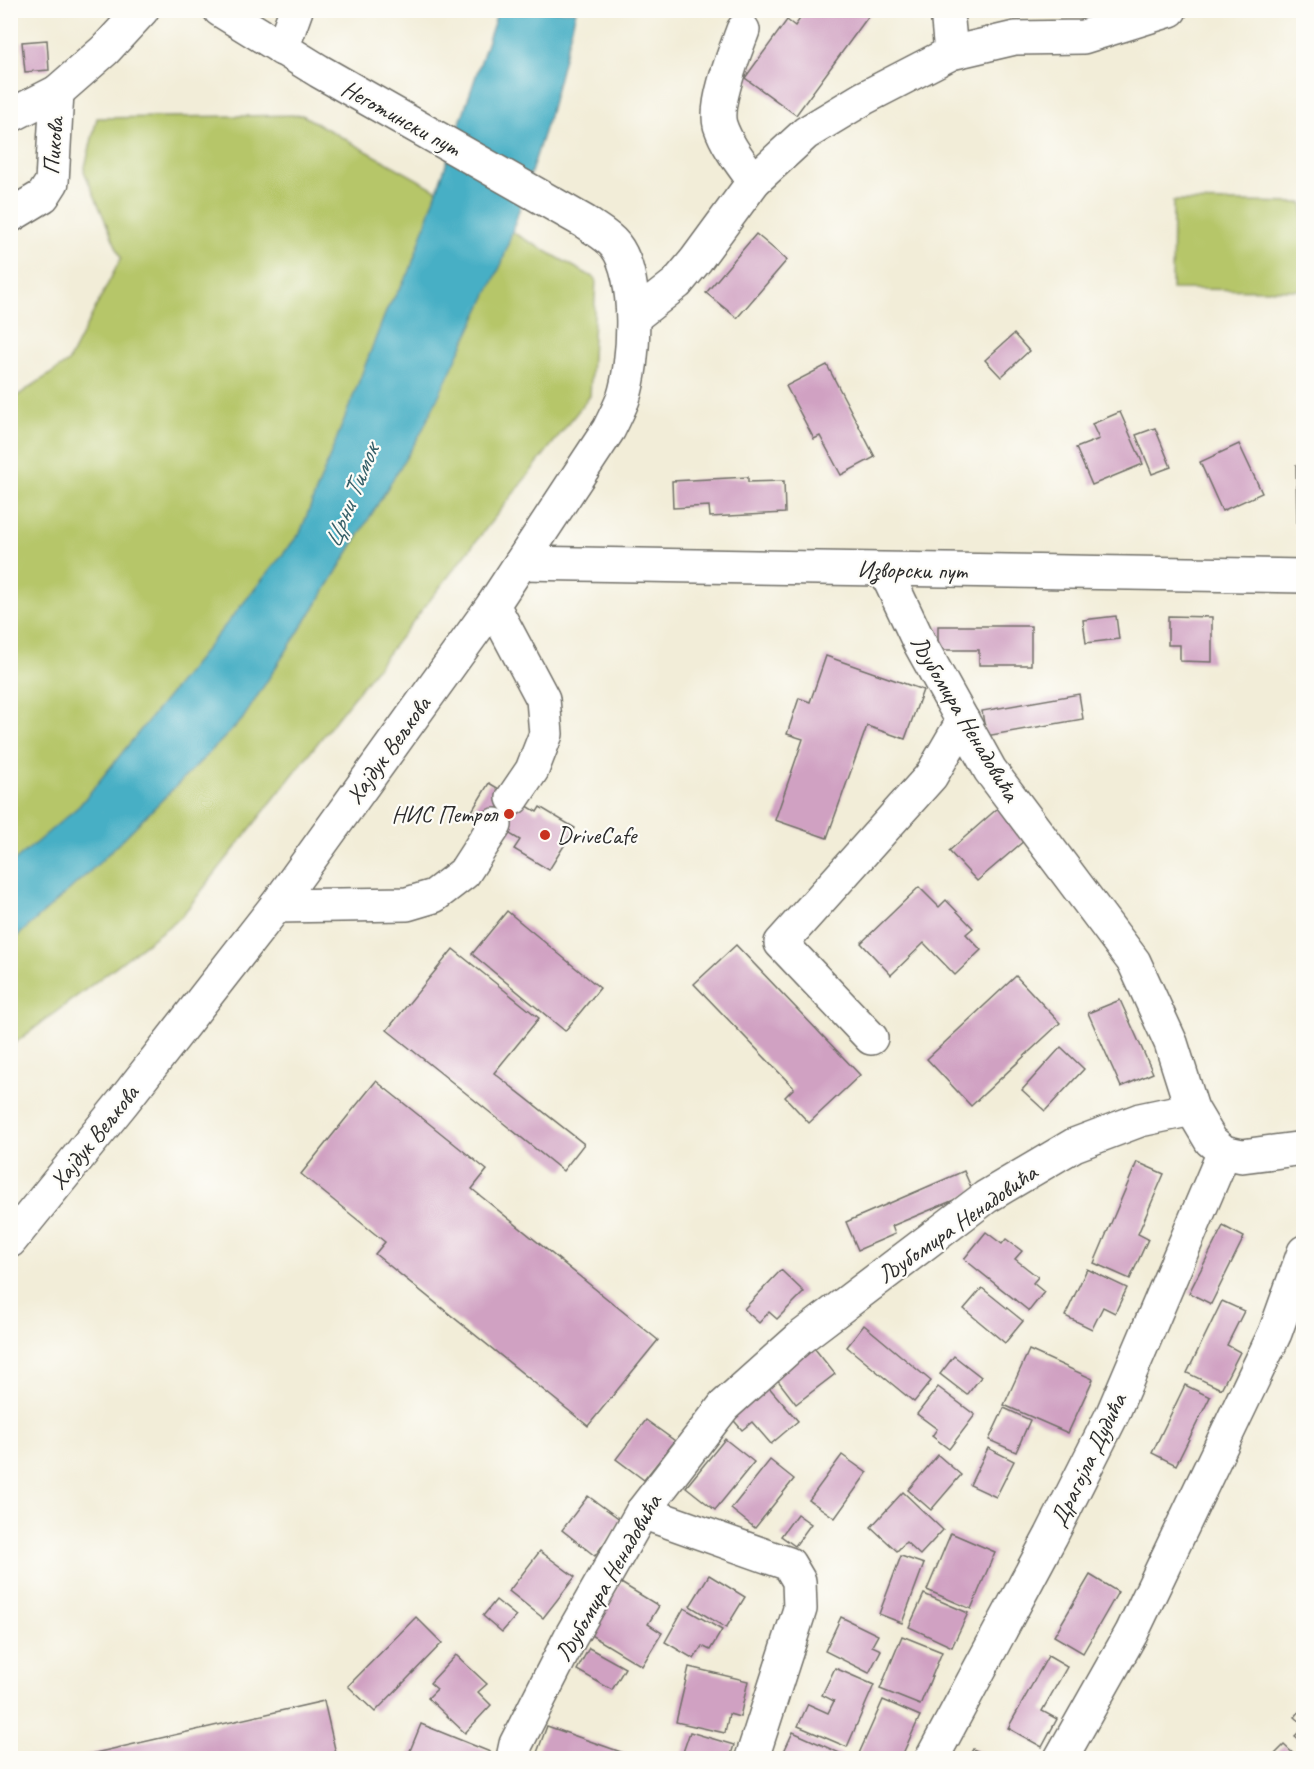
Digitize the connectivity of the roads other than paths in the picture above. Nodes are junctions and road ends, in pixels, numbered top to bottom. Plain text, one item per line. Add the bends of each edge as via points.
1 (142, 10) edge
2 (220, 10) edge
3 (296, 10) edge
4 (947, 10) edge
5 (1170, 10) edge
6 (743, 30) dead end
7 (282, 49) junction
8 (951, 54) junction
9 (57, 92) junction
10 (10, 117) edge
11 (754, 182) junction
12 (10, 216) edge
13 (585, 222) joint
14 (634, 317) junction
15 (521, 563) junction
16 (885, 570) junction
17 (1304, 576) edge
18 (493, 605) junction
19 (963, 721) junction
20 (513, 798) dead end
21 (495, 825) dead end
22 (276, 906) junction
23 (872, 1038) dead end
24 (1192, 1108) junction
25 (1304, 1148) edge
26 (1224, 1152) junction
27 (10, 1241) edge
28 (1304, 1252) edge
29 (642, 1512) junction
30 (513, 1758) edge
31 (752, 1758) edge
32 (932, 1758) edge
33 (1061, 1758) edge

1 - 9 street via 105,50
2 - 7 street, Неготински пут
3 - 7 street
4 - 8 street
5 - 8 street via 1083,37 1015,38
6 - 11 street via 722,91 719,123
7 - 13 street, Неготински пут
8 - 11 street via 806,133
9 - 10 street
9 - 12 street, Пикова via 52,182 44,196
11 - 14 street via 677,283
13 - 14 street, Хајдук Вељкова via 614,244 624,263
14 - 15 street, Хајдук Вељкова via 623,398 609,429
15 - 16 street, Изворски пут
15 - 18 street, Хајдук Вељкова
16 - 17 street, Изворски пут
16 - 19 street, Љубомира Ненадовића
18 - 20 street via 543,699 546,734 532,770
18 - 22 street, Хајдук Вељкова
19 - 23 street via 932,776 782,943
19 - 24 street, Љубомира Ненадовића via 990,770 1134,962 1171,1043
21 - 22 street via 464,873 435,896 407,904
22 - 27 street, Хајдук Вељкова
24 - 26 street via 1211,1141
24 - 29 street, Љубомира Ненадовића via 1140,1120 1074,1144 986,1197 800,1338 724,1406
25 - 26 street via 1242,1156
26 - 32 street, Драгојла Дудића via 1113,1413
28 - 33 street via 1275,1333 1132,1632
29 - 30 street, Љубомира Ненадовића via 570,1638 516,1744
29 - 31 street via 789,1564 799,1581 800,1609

------------------------------

● **PROBLEM REQUIREMENTS**:
Only the lines holding the string "Неготински" are needed; copy each of them from the material above.

● **EXERCISE OUTPUT**:
2 - 7 street, Неготински пут
7 - 13 street, Неготински пут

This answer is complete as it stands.